Low Priority (Automate Instead of Reviewing)
- Code style and formatting: Use automated formatters (Prettier, Black, gofmt). Do not waste reviewer time on indentation and bracket placement.
- Import ordering: Automate with linting rules.
- Naming conventions: Enforce with lint rules where possible. Only flag naming in review if it genuinely harms readability.
- Unused variables or imports: Static analysis tools catch these instantly.
- Consistent patterns: Where possible, encode patterns in architecture decision records and lint rules rather than relying on reviewers to catch deviations.

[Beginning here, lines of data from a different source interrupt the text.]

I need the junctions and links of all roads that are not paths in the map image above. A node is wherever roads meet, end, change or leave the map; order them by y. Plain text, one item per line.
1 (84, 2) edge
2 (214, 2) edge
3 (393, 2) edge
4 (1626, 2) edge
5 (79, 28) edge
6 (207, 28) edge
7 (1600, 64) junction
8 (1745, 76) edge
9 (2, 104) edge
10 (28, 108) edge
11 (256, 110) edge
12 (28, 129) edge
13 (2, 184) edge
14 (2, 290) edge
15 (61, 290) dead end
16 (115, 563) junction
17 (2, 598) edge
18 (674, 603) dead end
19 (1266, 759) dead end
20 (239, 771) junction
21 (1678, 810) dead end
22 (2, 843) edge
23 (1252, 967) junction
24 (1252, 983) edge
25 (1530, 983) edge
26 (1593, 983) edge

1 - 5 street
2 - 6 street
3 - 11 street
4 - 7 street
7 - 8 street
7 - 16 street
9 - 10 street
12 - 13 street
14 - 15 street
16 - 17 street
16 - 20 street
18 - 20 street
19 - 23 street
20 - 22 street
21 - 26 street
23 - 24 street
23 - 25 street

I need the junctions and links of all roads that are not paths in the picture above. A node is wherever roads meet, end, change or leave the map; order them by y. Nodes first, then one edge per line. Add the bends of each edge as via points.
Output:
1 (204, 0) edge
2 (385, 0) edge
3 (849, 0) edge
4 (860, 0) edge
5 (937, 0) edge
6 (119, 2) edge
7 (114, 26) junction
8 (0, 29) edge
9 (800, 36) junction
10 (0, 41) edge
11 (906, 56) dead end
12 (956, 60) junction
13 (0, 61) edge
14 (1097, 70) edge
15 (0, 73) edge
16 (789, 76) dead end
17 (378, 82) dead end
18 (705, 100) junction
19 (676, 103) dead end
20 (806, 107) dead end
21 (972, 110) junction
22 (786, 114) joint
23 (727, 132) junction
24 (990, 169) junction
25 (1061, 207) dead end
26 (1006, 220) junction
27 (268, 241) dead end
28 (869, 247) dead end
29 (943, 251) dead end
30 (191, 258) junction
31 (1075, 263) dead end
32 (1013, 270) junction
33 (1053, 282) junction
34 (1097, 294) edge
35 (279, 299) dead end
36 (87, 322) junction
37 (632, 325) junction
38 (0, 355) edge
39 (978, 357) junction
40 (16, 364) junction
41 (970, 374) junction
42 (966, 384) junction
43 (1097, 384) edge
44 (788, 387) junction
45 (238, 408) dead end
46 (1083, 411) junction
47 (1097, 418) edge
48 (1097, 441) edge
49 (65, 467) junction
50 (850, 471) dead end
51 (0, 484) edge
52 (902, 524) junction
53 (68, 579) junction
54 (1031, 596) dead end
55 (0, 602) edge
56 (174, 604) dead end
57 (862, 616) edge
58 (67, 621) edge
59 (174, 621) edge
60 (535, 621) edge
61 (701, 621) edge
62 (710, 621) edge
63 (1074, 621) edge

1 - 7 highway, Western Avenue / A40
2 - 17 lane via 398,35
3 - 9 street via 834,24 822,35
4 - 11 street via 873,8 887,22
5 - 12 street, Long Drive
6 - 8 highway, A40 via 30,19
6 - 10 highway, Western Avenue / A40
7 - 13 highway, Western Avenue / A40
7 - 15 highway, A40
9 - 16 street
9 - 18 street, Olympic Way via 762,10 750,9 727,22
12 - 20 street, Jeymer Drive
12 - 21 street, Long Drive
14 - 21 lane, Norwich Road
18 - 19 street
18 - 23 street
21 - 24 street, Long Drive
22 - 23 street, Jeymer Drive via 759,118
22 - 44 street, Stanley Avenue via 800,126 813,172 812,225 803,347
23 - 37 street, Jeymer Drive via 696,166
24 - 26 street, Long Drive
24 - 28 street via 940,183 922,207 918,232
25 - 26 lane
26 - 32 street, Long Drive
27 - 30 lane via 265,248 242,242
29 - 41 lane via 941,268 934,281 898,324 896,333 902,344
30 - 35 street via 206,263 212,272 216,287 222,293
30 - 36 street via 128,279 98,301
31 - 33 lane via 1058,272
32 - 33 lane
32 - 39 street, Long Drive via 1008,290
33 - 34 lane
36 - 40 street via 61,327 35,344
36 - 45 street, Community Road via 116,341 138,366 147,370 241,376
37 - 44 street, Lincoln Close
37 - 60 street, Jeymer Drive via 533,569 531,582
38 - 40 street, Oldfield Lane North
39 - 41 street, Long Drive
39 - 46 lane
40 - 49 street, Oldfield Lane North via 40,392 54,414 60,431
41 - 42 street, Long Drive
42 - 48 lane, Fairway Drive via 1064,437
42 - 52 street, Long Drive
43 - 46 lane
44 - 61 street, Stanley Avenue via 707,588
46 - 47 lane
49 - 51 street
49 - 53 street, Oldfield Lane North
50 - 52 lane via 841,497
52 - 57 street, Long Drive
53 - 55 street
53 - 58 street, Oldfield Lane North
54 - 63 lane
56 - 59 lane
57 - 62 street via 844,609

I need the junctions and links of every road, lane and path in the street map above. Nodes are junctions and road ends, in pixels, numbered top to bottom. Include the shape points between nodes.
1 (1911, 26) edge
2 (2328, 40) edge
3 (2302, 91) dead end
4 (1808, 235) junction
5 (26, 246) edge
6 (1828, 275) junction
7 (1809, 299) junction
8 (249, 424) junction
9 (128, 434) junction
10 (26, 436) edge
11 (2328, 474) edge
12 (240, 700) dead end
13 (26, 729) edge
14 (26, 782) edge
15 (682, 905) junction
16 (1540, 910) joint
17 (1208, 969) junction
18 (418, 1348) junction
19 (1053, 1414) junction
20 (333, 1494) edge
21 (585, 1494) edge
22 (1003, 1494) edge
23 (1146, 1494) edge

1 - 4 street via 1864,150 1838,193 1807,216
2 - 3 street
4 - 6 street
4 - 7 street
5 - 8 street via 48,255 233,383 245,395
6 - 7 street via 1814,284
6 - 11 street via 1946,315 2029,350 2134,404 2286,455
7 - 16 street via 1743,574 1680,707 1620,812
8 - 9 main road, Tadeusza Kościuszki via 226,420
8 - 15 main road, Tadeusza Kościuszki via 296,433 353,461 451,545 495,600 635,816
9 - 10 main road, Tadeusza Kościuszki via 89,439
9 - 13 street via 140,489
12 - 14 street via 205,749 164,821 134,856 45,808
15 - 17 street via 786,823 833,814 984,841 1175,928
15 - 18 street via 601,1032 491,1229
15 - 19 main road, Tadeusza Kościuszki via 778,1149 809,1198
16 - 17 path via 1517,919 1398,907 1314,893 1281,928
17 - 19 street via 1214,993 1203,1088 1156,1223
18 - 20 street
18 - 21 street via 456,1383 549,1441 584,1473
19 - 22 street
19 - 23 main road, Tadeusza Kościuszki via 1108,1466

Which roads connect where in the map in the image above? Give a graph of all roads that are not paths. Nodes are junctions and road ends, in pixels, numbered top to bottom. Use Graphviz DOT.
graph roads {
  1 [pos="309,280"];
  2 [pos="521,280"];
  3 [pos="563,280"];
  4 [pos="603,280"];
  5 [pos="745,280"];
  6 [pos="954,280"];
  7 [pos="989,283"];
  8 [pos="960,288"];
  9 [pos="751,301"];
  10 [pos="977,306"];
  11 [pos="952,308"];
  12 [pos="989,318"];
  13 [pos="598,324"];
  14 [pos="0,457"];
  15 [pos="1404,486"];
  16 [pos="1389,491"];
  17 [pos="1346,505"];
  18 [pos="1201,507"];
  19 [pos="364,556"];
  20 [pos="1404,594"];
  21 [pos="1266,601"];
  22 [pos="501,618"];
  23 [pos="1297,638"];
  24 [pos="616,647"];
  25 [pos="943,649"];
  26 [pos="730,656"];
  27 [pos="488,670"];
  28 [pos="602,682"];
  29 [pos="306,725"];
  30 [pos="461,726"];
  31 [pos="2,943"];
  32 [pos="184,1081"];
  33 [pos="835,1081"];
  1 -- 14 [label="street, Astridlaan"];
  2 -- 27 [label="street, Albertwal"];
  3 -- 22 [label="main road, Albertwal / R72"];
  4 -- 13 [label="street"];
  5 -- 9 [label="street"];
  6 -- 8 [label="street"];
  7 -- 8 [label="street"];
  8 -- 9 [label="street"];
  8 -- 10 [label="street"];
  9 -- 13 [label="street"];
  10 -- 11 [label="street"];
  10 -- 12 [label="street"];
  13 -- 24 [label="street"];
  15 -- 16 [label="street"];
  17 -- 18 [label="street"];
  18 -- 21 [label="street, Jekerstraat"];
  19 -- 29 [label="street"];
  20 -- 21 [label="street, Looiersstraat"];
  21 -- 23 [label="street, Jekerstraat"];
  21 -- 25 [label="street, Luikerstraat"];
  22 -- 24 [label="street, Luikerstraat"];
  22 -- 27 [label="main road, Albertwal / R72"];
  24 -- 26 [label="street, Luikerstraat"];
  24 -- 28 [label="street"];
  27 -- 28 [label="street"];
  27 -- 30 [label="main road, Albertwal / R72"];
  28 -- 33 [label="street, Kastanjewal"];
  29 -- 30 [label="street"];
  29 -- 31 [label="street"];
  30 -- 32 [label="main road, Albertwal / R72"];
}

Rule of thumb: If a style or convention issue can be caught by a machine, do not ask a human to catch it. Reserve human attention for the things machines cannot evaluate: correctness, design, clarity, and security.
Review Scope for Small Changes
In a CD workflow, most changes are small - tens of lines, not hundreds. This changes the economics of review.
| Change Size |
Expected Review Time |
Review Depth |
| < 20 lines |
2-5 minutes |
Quick scan: is it correct? Any security issues? |
| 20-100 lines |
5-15 minutes |
Full review: behavior, tests, clarity |
| 100-200 lines |
15-30 minutes |
Detailed review: design, contracts, edge cases |
| > 200 lines |
Consider splitting the change |
Large changes get superficial reviews |
Research consistently shows that reviewer effectiveness drops sharply after 200-400 lines. If you are regularly reviewing changes larger than 200 lines, the problem is not the review process - it is the work decomposition.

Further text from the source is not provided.